[Exercise description]
All of the data below should be set down again verbatim, without any images.

========

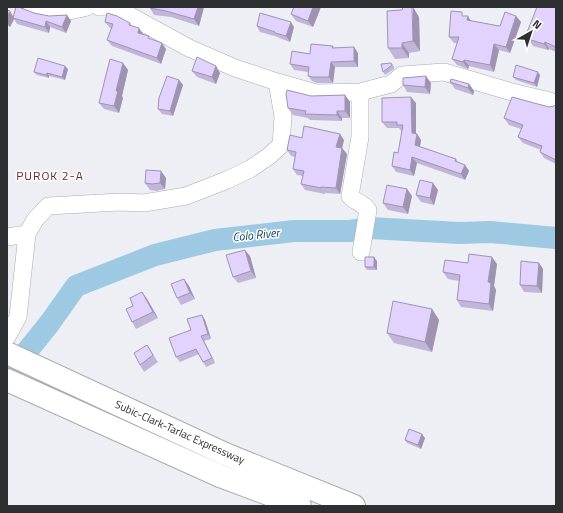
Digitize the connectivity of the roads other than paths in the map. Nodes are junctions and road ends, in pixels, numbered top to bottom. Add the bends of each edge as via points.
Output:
1 (32, 7) edge
2 (87, 7) edge
3 (99, 7) edge
4 (107, 7) edge
5 (277, 82) junction
6 (360, 92) junction
7 (556, 103) edge
8 (27, 234) junction
9 (7, 237) edge
10 (361, 249) dead end
11 (7, 337) edge
12 (7, 353) edge
13 (7, 380) edge
14 (300, 506) edge
15 (354, 506) edge

1 - 2 street via 61,13
3 - 4 street
4 - 5 street via 125,13 189,48 235,68
5 - 6 street via 316,93
5 - 8 street via 283,116 281,145 250,169 186,196 144,203 48,206
6 - 7 street via 391,84 402,75 444,72
6 - 10 street via 360,137 350,196 368,210
8 - 9 street
8 - 11 street via 18,317
12 - 15 highway, Subic-Clark-Tarlac Expressway via 225,454
13 - 14 highway, Subic-Clark-Tarlac Expressway via 220,476

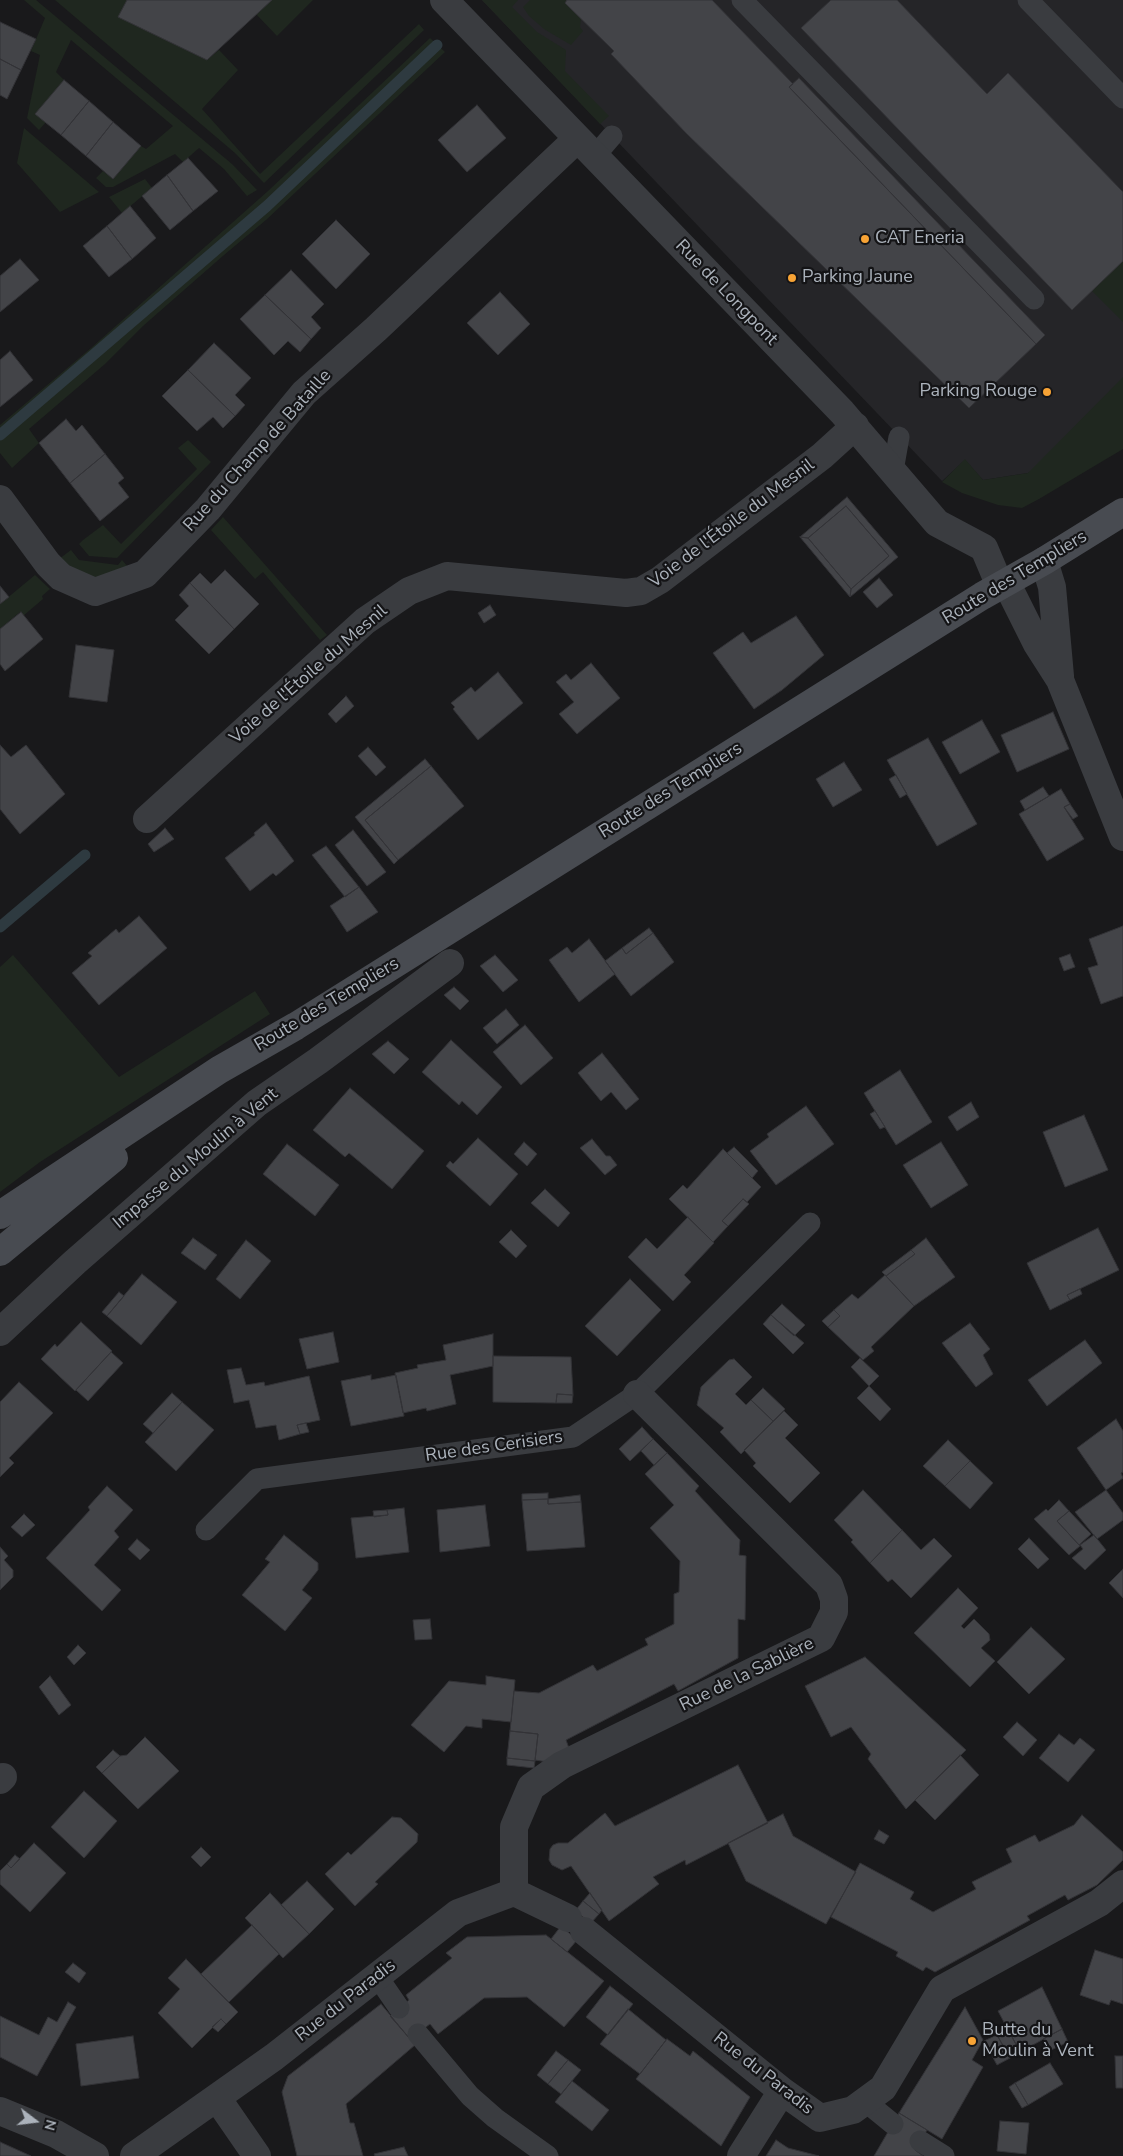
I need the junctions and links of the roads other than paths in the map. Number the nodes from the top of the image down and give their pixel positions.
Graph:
1 (444, 0) edge
2 (742, 0) edge
3 (1028, 0) edge
4 (1123, 98) edge
5 (612, 136) dead end
6 (586, 148) junction
7 (1034, 299) dead end
8 (855, 426) junction
9 (899, 437) dead end
10 (893, 471) junction
11 (0, 499) edge
12 (1123, 512) edge
13 (1044, 561) junction
14 (1003, 584) junction
15 (1060, 680) junction
16 (147, 819) dead end
17 (1123, 837) edge
18 (450, 963) dead end
19 (219, 1070) junction
20 (0, 1215) edge
21 (810, 1223) dead end
22 (0, 1252) edge
23 (0, 1332) edge
24 (637, 1394) junction
25 (206, 1530) dead end
26 (1123, 1884) edge
27 (514, 1892) junction
28 (377, 1976) junction
29 (399, 2008) dead end
30 (418, 2034) dead end
31 (782, 2091) junction
32 (217, 2098) junction
33 (866, 2102) junction
34 (0, 2111) edge
35 (893, 2124) dead end
36 (920, 2140) dead end
37 (95, 2156) edge
38 (134, 2156) edge
39 (258, 2156) edge
40 (548, 2156) edge
41 (741, 2156) edge
42 (944, 2156) edge

1 - 6 street, Rue de Longpont
2 - 7 lane
3 - 4 lane
5 - 6 lane
6 - 8 street, Rue de Longpont
6 - 11 street, Rue du Champ de Bataille
8 - 10 street, Rue de Longpont
8 - 16 street, Voie de l'Étoile du Mesnil
9 - 10 lane
10 - 14 street, Rue de Longpont
12 - 13 main road, Route des Templiers
13 - 14 main road, Route des Templiers
13 - 15 street
14 - 15 street, Rue de Longpont
14 - 19 main road, Route des Templiers
15 - 17 street
18 - 23 street, Impasse du Moulin à Vent
19 - 20 main road, Route des Templiers
19 - 22 main road, Route des Templiers
21 - 24 lane, Rue des Cerisiers
24 - 25 lane, Rue des Cerisiers
24 - 27 street, Rue de la Sablière
26 - 33 street, Rue du Paradis
27 - 28 street, Rue du Paradis
27 - 31 street, Rue du Paradis
28 - 29 lane
28 - 32 street, Rue du Paradis
30 - 40 lane
31 - 33 street, Rue du Paradis
31 - 41 street
32 - 38 street, Rue du Paradis
32 - 39 street
33 - 35 lane
34 - 37 street
36 - 42 lane

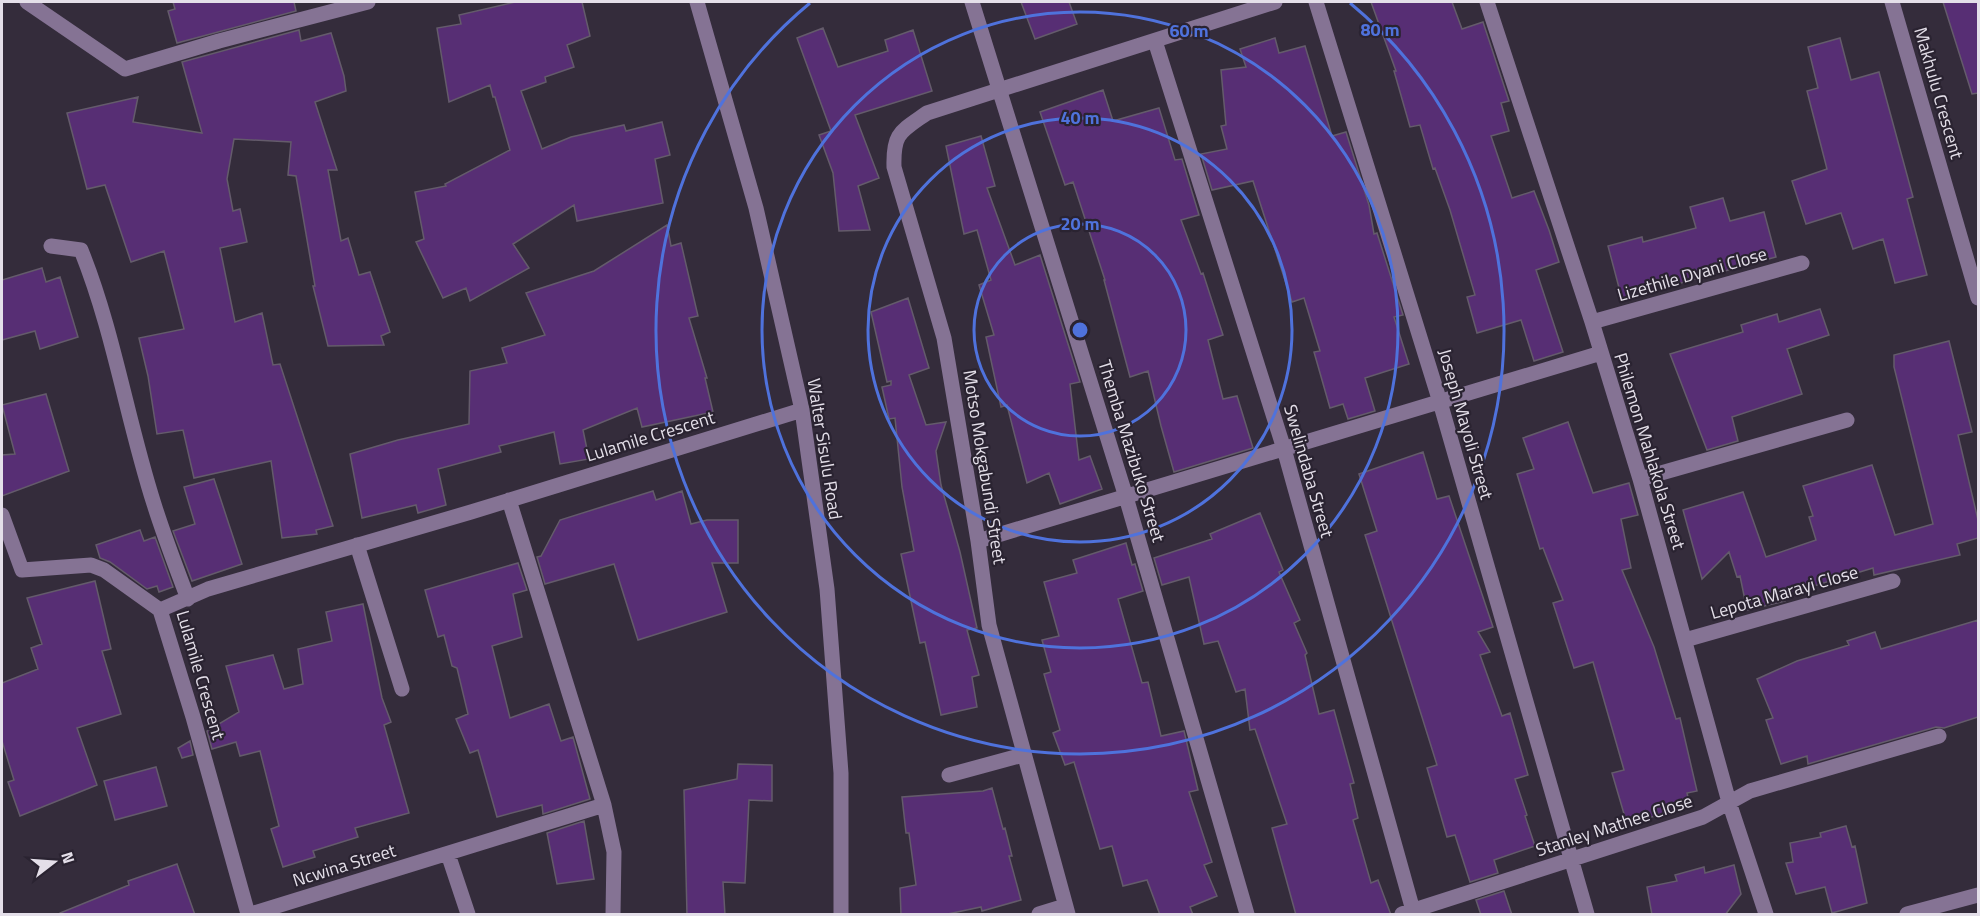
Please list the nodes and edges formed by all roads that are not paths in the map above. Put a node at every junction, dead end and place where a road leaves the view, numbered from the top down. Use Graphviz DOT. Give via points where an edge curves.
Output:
graph roads {
  1 [pos="27,2"];
  2 [pos="368,2"];
  3 [pos="697,2"];
  4 [pos="972,2"];
  5 [pos="1275,2"];
  6 [pos="1316,2"];
  7 [pos="1486,2"];
  8 [pos="1892,2"];
  9 [pos="1155,41"];
  10 [pos="998,89"];
  11 [pos="51,246"];
  12 [pos="1802,262"];
  13 [pos="1978,298"];
  14 [pos="1592,322"];
  15 [pos="1600,353"];
  16 [pos="1440,402"];
  17 [pos="802,410"];
  18 [pos="1847,420"];
  19 [pos="1284,449"];
  20 [pos="1640,479"];
  21 [pos="1126,497"];
  22 [pos="509,500"];
  23 [pos="2,515"];
  24 [pos="978,541"];
  25 [pos="357,545"];
  26 [pos="1893,581"];
  27 [pos="188,599"];
  28 [pos="159,610"];
  29 [pos="1685,640"];
  30 [pos="402,689"];
  31 [pos="1940,736"];
  32 [pos="1023,755"];
  33 [pos="949,775"];
  34 [pos="1729,802"];
  35 [pos="604,805"];
  36 [pos="448,854"];
  37 [pos="1571,860"];
  38 [pos="1978,895"];
  39 [pos="1067,910"];
  40 [pos="1410,913"];
  41 [pos="249,915"];
  42 [pos="468,915"];
  43 [pos="613,915"];
  44 [pos="842,915"];
  45 [pos="1039,915"];
  46 [pos="1247,915"];
  47 [pos="1587,915"];
  48 [pos="1766,915"];
  49 [pos="1907,915"];
  1 -- 2 [label="street" via="125,69"];
  3 -- 17 [label="street, Walter Sisulu Road" via="756,208"];
  4 -- 10 [label="street, Themba Mazibuko Street"];
  5 -- 9 [label="street, Motso Mokgabundi Street"];
  6 -- 16 [label="street, Joseph Mayoli Street"];
  7 -- 14 [label="street, Philemon Mahlakola Street"];
  8 -- 13 [label="street, Makhulu Crescent"];
  9 -- 10 [label="street, Motso Mokgabundi Street"];
  9 -- 19 [label="street, Swelindaba Street"];
  10 -- 21 [label="street, Themba Mazibuko Street"];
  10 -- 24 [label="street, Motso Mokgabundi Street" via="927,113 902,130 893,146 894,167 944,338"];
  11 -- 27 [label="street" via="81,250 88,268 153,504"];
  12 -- 14 [label="street, Lizethile Dyani Close"];
  14 -- 15 [label="street, Philemon Mahlakola Street"];
  15 -- 16 [label="street"];
  15 -- 20 [label="street, Philemon Mahlakola Street"];
  16 -- 19 [label="street"];
  16 -- 37 [label="street, Joseph Mayoli Street"];
  17 -- 22 [label="street, Lulamile Crescent"];
  17 -- 44 [label="street, Walter Sisulu Road" via="828,601 841,773"];
  18 -- 20 [label="street"];
  19 -- 21 [label="street"];
  19 -- 40 [label="street, Swelindaba Street"];
  20 -- 29 [label="street, Philemon Mahlakola Street"];
  21 -- 24 [label="street"];
  21 -- 46 [label="street, Themba Mazibuko Street"];
  22 -- 25 [label="street, Lulamile Crescent"];
  22 -- 35 [label="street"];
  23 -- 28 [label="street" via="22,570 91,565 104,570"];
  24 -- 32 [label="street, Motso Mokgabundi Street" via="989,624"];
  25 -- 27 [label="street, Lulamile Crescent"];
  25 -- 30 [label="street"];
  26 -- 29 [label="street, Lepota Marayi Close"];
  27 -- 28 [label="street, Lulamile Crescent"];
  28 -- 41 [label="street, Lulamile Crescent"];
  29 -- 34 [label="street, Philemon Mahlakola Street"];
  31 -- 34 [label="street, Stanley Mathee Close" via="1750,791"];
  32 -- 33 [label="street"];
  32 -- 39 [label="street, Motso Mokgabundi Street"];
  34 -- 37 [label="street, Stanley Mathee Close" via="1703,817"];
  34 -- 48 [label="street, Philemon Mahlakola Street"];
  35 -- 36 [label="street, Ncwina Street"];
  35 -- 43 [label="street" via="614,852"];
  36 -- 41 [label="street, Ncwina Street"];
  36 -- 42 [label="street"];
  37 -- 40 [label="street, Stanley Mathee Close"];
  37 -- 47 [label="street, Joseph Mayoli Street"];
  38 -- 49 [label="street"];
  39 -- 45 [label="street"];
}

========

[Task result]
Digitize the connectivity of the roads other than paths in the map. Nodes are junctions and road ends, in pixels, numbered top to bottom. Add the bends of each edge as via points.
Output:
1 (32, 7) edge
2 (87, 7) edge
3 (99, 7) edge
4 (107, 7) edge
5 (277, 82) junction
6 (360, 92) junction
7 (556, 103) edge
8 (27, 234) junction
9 (7, 237) edge
10 (361, 249) dead end
11 (7, 337) edge
12 (7, 353) edge
13 (7, 380) edge
14 (300, 506) edge
15 (354, 506) edge

1 - 2 street via 61,13
3 - 4 street
4 - 5 street via 125,13 189,48 235,68
5 - 6 street via 316,93
5 - 8 street via 283,116 281,145 250,169 186,196 144,203 48,206
6 - 7 street via 391,84 402,75 444,72
6 - 10 street via 360,137 350,196 368,210
8 - 9 street
8 - 11 street via 18,317
12 - 15 highway, Subic-Clark-Tarlac Expressway via 225,454
13 - 14 highway, Subic-Clark-Tarlac Expressway via 220,476

I need the junctions and links of the roads other than paths in the map. Number the nodes from the top of the image down and give their pixel positions.
Graph:
1 (444, 0) edge
2 (742, 0) edge
3 (1028, 0) edge
4 (1123, 98) edge
5 (612, 136) dead end
6 (586, 148) junction
7 (1034, 299) dead end
8 (855, 426) junction
9 (899, 437) dead end
10 (893, 471) junction
11 (0, 499) edge
12 (1123, 512) edge
13 (1044, 561) junction
14 (1003, 584) junction
15 (1060, 680) junction
16 (147, 819) dead end
17 (1123, 837) edge
18 (450, 963) dead end
19 (219, 1070) junction
20 (0, 1215) edge
21 (810, 1223) dead end
22 (0, 1252) edge
23 (0, 1332) edge
24 (637, 1394) junction
25 (206, 1530) dead end
26 (1123, 1884) edge
27 (514, 1892) junction
28 (377, 1976) junction
29 (399, 2008) dead end
30 (418, 2034) dead end
31 (782, 2091) junction
32 (217, 2098) junction
33 (866, 2102) junction
34 (0, 2111) edge
35 (893, 2124) dead end
36 (920, 2140) dead end
37 (95, 2156) edge
38 (134, 2156) edge
39 (258, 2156) edge
40 (548, 2156) edge
41 (741, 2156) edge
42 (944, 2156) edge

1 - 6 street, Rue de Longpont
2 - 7 lane
3 - 4 lane
5 - 6 lane
6 - 8 street, Rue de Longpont
6 - 11 street, Rue du Champ de Bataille
8 - 10 street, Rue de Longpont
8 - 16 street, Voie de l'Étoile du Mesnil
9 - 10 lane
10 - 14 street, Rue de Longpont
12 - 13 main road, Route des Templiers
13 - 14 main road, Route des Templiers
13 - 15 street
14 - 15 street, Rue de Longpont
14 - 19 main road, Route des Templiers
15 - 17 street
18 - 23 street, Impasse du Moulin à Vent
19 - 20 main road, Route des Templiers
19 - 22 main road, Route des Templiers
21 - 24 lane, Rue des Cerisiers
24 - 25 lane, Rue des Cerisiers
24 - 27 street, Rue de la Sablière
26 - 33 street, Rue du Paradis
27 - 28 street, Rue du Paradis
27 - 31 street, Rue du Paradis
28 - 29 lane
28 - 32 street, Rue du Paradis
30 - 40 lane
31 - 33 street, Rue du Paradis
31 - 41 street
32 - 38 street, Rue du Paradis
32 - 39 street
33 - 35 lane
34 - 37 street
36 - 42 lane

Please list the nodes and edges formed by all roads that are not paths in the map above. Put a node at every junction, dead end and place where a road leaves the view, numbered from the top down. Use Graphviz DOT. Give via points where an edge curves.
Output:
graph roads {
  1 [pos="27,2"];
  2 [pos="368,2"];
  3 [pos="697,2"];
  4 [pos="972,2"];
  5 [pos="1275,2"];
  6 [pos="1316,2"];
  7 [pos="1486,2"];
  8 [pos="1892,2"];
  9 [pos="1155,41"];
  10 [pos="998,89"];
  11 [pos="51,246"];
  12 [pos="1802,262"];
  13 [pos="1978,298"];
  14 [pos="1592,322"];
  15 [pos="1600,353"];
  16 [pos="1440,402"];
  17 [pos="802,410"];
  18 [pos="1847,420"];
  19 [pos="1284,449"];
  20 [pos="1640,479"];
  21 [pos="1126,497"];
  22 [pos="509,500"];
  23 [pos="2,515"];
  24 [pos="978,541"];
  25 [pos="357,545"];
  26 [pos="1893,581"];
  27 [pos="188,599"];
  28 [pos="159,610"];
  29 [pos="1685,640"];
  30 [pos="402,689"];
  31 [pos="1940,736"];
  32 [pos="1023,755"];
  33 [pos="949,775"];
  34 [pos="1729,802"];
  35 [pos="604,805"];
  36 [pos="448,854"];
  37 [pos="1571,860"];
  38 [pos="1978,895"];
  39 [pos="1067,910"];
  40 [pos="1410,913"];
  41 [pos="249,915"];
  42 [pos="468,915"];
  43 [pos="613,915"];
  44 [pos="842,915"];
  45 [pos="1039,915"];
  46 [pos="1247,915"];
  47 [pos="1587,915"];
  48 [pos="1766,915"];
  49 [pos="1907,915"];
  1 -- 2 [label="street" via="125,69"];
  3 -- 17 [label="street, Walter Sisulu Road" via="756,208"];
  4 -- 10 [label="street, Themba Mazibuko Street"];
  5 -- 9 [label="street, Motso Mokgabundi Street"];
  6 -- 16 [label="street, Joseph Mayoli Street"];
  7 -- 14 [label="street, Philemon Mahlakola Street"];
  8 -- 13 [label="street, Makhulu Crescent"];
  9 -- 10 [label="street, Motso Mokgabundi Street"];
  9 -- 19 [label="street, Swelindaba Street"];
  10 -- 21 [label="street, Themba Mazibuko Street"];
  10 -- 24 [label="street, Motso Mokgabundi Street" via="927,113 902,130 893,146 894,167 944,338"];
  11 -- 27 [label="street" via="81,250 88,268 153,504"];
  12 -- 14 [label="street, Lizethile Dyani Close"];
  14 -- 15 [label="street, Philemon Mahlakola Street"];
  15 -- 16 [label="street"];
  15 -- 20 [label="street, Philemon Mahlakola Street"];
  16 -- 19 [label="street"];
  16 -- 37 [label="street, Joseph Mayoli Street"];
  17 -- 22 [label="street, Lulamile Crescent"];
  17 -- 44 [label="street, Walter Sisulu Road" via="828,601 841,773"];
  18 -- 20 [label="street"];
  19 -- 21 [label="street"];
  19 -- 40 [label="street, Swelindaba Street"];
  20 -- 29 [label="street, Philemon Mahlakola Street"];
  21 -- 24 [label="street"];
  21 -- 46 [label="street, Themba Mazibuko Street"];
  22 -- 25 [label="street, Lulamile Crescent"];
  22 -- 35 [label="street"];
  23 -- 28 [label="street" via="22,570 91,565 104,570"];
  24 -- 32 [label="street, Motso Mokgabundi Street" via="989,624"];
  25 -- 27 [label="street, Lulamile Crescent"];
  25 -- 30 [label="street"];
  26 -- 29 [label="street, Lepota Marayi Close"];
  27 -- 28 [label="street, Lulamile Crescent"];
  28 -- 41 [label="street, Lulamile Crescent"];
  29 -- 34 [label="street, Philemon Mahlakola Street"];
  31 -- 34 [label="street, Stanley Mathee Close" via="1750,791"];
  32 -- 33 [label="street"];
  32 -- 39 [label="street, Motso Mokgabundi Street"];
  34 -- 37 [label="street, Stanley Mathee Close" via="1703,817"];
  34 -- 48 [label="street, Philemon Mahlakola Street"];
  35 -- 36 [label="street, Ncwina Street"];
  35 -- 43 [label="street" via="614,852"];
  36 -- 41 [label="street, Ncwina Street"];
  36 -- 42 [label="street"];
  37 -- 40 [label="street, Stanley Mathee Close"];
  37 -- 47 [label="street, Joseph Mayoli Street"];
  38 -- 49 [label="street"];
  39 -- 45 [label="street"];
}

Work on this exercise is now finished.